2nd Lieutenant John Stewart WACHER
1st Battalion Queen's Own (Royal West Kent Regiment) attached to the 7th (Service) Battalion Royal Dublin Fusiliers

Date of birth: 21st March 1896
Date of death: 5th August 1916

Killed on active service aged 20
Buried at Mikra British Cemetery, Kalamaria Grave Ref 1392
He was born at Dane John in Canterbury on the 21st of March 1896 the younger son of Sidney Wacher FRCS, a surgeon, and Margaret Caroline (nee Frend) of The Hoath, St Martin’s Hill near Canterbury. He was christened at Canterbury on the 28th of April 1896.

He was educated at the Junior King’s School from January 1905 and at the King’s School Canterbury from September 1910 to July 1913 during which time he played rugby for the 2nd XV and was awarded his sports colours in 1913. He was a member of the Officer Training Corps from February 1910 and was promoted to Lance Corporal in January 1913. During his time with the Officer Training Corps he achieved a First Class Musketry Certificate and attended three annual camps. He then went to Simon Langton Grammar School for a year.

Following the outbreak of war he applied for a place at the Royal Military College Sandhurst on the 18th of August 1914, in an application which was supported by the Headmaster of King's. At a medical examination, which was held on the 14th of October, it was recorded that he was five feet ten and three quarter inches tall. He was in H Company at Sandhurst and was commissioned as a 2nd Lieutenant in the 3rd Battalion Queen’s Own (Royal West Kent) Regiment on the 16th of December 1914.

He embarked for France on the 17th of May 1915 and joined the 1st Battalion of his regiment in the field at a camp at Duderdom near Ypres on the evening of the 21st of May 1915.

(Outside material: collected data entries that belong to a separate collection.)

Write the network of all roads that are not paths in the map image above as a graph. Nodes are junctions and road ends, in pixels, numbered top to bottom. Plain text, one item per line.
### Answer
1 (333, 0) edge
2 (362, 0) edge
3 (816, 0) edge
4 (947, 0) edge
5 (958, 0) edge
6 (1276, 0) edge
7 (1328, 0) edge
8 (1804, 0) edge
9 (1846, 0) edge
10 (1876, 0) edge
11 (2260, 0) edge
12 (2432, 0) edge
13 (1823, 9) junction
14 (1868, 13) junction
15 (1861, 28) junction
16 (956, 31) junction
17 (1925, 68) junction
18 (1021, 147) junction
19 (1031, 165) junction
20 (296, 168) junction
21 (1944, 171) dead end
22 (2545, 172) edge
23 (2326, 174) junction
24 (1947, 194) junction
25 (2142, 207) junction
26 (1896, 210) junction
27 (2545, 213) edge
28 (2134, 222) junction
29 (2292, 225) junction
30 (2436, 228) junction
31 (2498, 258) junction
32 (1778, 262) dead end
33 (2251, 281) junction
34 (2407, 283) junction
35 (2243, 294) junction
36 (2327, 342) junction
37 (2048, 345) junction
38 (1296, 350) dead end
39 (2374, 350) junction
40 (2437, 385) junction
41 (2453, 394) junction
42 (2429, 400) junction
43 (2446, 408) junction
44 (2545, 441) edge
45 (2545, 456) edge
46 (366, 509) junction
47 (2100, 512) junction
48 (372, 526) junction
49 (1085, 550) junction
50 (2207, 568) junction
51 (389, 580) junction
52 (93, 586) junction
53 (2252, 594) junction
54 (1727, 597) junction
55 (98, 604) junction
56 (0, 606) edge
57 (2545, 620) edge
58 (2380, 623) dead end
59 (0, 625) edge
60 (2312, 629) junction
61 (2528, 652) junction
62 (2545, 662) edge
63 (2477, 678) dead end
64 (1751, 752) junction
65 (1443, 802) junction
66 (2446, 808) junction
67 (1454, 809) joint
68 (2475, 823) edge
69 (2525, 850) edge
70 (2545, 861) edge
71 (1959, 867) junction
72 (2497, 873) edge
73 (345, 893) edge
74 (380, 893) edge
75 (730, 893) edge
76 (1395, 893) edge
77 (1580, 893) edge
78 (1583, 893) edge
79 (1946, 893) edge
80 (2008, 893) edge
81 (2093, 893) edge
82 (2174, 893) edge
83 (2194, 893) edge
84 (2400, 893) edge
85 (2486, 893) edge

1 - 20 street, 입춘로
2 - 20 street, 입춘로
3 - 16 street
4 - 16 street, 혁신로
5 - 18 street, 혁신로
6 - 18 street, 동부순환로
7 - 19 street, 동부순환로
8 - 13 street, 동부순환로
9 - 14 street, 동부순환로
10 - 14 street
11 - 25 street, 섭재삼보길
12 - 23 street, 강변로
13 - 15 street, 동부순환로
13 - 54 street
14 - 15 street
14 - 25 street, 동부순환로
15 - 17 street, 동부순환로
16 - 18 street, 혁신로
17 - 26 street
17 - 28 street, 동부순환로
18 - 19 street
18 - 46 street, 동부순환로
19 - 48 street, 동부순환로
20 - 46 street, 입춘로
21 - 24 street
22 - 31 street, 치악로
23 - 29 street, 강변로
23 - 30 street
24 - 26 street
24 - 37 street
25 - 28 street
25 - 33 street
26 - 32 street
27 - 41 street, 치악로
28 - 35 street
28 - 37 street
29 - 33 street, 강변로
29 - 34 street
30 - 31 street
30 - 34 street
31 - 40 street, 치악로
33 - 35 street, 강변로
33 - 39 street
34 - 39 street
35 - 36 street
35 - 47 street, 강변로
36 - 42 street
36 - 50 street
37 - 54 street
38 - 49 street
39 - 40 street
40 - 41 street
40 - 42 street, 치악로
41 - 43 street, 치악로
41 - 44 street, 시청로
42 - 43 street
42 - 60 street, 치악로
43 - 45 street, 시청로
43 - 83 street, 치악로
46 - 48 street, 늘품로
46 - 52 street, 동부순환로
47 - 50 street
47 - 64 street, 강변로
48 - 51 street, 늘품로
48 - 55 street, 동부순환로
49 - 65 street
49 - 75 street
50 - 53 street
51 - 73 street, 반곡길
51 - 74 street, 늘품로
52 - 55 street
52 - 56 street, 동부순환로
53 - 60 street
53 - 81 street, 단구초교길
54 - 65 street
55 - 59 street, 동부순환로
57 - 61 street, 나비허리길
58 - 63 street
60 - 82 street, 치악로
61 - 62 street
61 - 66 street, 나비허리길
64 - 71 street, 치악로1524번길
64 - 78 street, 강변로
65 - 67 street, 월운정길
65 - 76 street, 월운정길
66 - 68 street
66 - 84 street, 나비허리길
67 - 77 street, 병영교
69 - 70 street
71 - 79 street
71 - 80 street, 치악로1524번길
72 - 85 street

On the 12th of June he was taken ill and on the 17th of June 1915 he was admitted to 14 General Hospital at Wimereaux with slight German measles. On the 19th of June he was transferred to 10 Stationary Hospital at St Omer and on the 20th of June he was evacuated and embarked on the Hospital Ship "Newhaven" at Boulogne arriving in Dover the same day. On the 21st of June he was admitted to 5th Northern Hospital at Leicester following which he appeared before a medical board which declared him to be unfit for service and gave him three weeks leave from the 25th of June. On the 16th of July he appeared before a further medical board where he was declared as "completely removed from German measles."

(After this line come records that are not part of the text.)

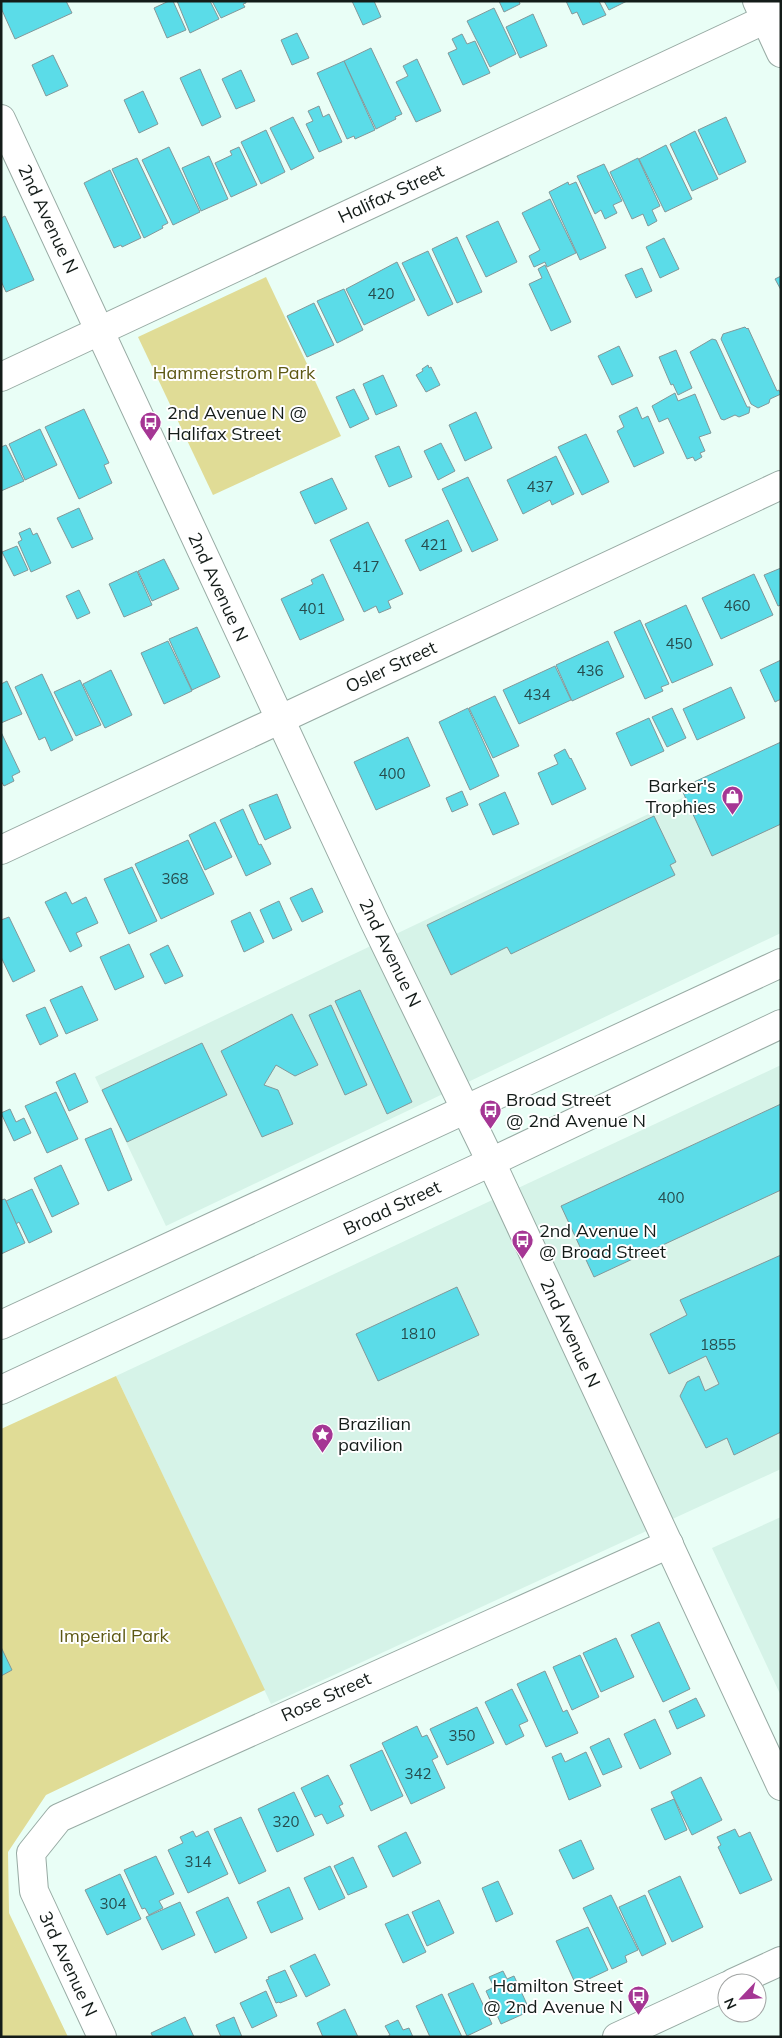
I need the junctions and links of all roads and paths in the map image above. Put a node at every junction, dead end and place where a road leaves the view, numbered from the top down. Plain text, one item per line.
1 (768, 11) edge
2 (781, 53) edge
3 (1, 119) edge
4 (99, 330) junction
5 (1, 377) edge
6 (781, 485) edge
7 (280, 719) junction
8 (1, 850) edge
9 (781, 962) edge
10 (781, 1024) edge
11 (467, 1110) junction
12 (492, 1162) junction
13 (1, 1325) edge
14 (1, 1390) edge
15 (669, 1544) junction
16 (781, 1786) edge
17 (34, 1891) joint
18 (781, 1961) edge
19 (755, 1973) edge
20 (717, 1991) edge
21 (102, 2037) edge
22 (617, 2037) edge

1 - 2 street
1 - 4 street, Halifax Street
3 - 4 street, 2nd Avenue N
4 - 5 street, Halifax Street
4 - 7 street, 2nd Avenue N
6 - 7 street, Osler Street
7 - 8 street, Osler Street
7 - 11 street, 2nd Avenue N
9 - 11 street
10 - 12 street, Broad Street
11 - 12 street, 2nd Avenue N
11 - 13 street
12 - 14 street, Broad Street
12 - 15 street, 2nd Avenue N
15 - 16 street, 2nd Avenue N
15 - 17 street, Rose Street
17 - 21 street, 3rd Avenue N
18 - 19 street
20 - 22 street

On the 23rd of July 1915 he reported for duty with the 3rd Battalion of his regiment at Fort Darland, Chatham. He was due to join the 2/4th Battalion of his regiment at Gallipoli but, with the evacuation of the peninsular imminent, he was attached to the 7th Battalion Royal Dublin Fusiliers with effect from the 15th of November 1915, although he joined them in the field at Causli in Salonica on the 6th of November. On the 24th of June 1916 he was admitted to hospital with diarrhoea but was released back to his unit on the 19th of July.

On the 5th of August 1916 the battalion was in training at Kamara where John Wacher was supervising bomb throwing practice. During the exercise a bomb exploded which killed him and seriously wounded Private Dowler. A Battalion Court of Enquiry was assembled which established that the case of the accident was due to "the premature explosion of the bomb".

His parents received the following telegram dated the 8th of August 1916:-

"Deeply regret to inform you D.A.G base Alexandria reports 2nd Lt J.S. Wacher Royal West Kent Regt was accidently killed August 5th. The Army Council express their sympathy."

He was buried about 1,000 yards to the south of Kamara on a bearing of 170 degrees from the village. A marble tombstone was erected over the grave and it was wired off. The site was later chosen as the burial ground for 10th Division.

A brother officer wrote:-

“His death cast a gloom over the battalion in which he was very popular”.

He is commemorated at Simon Langton and on the Canterbury City war memorial in the Buttermarket.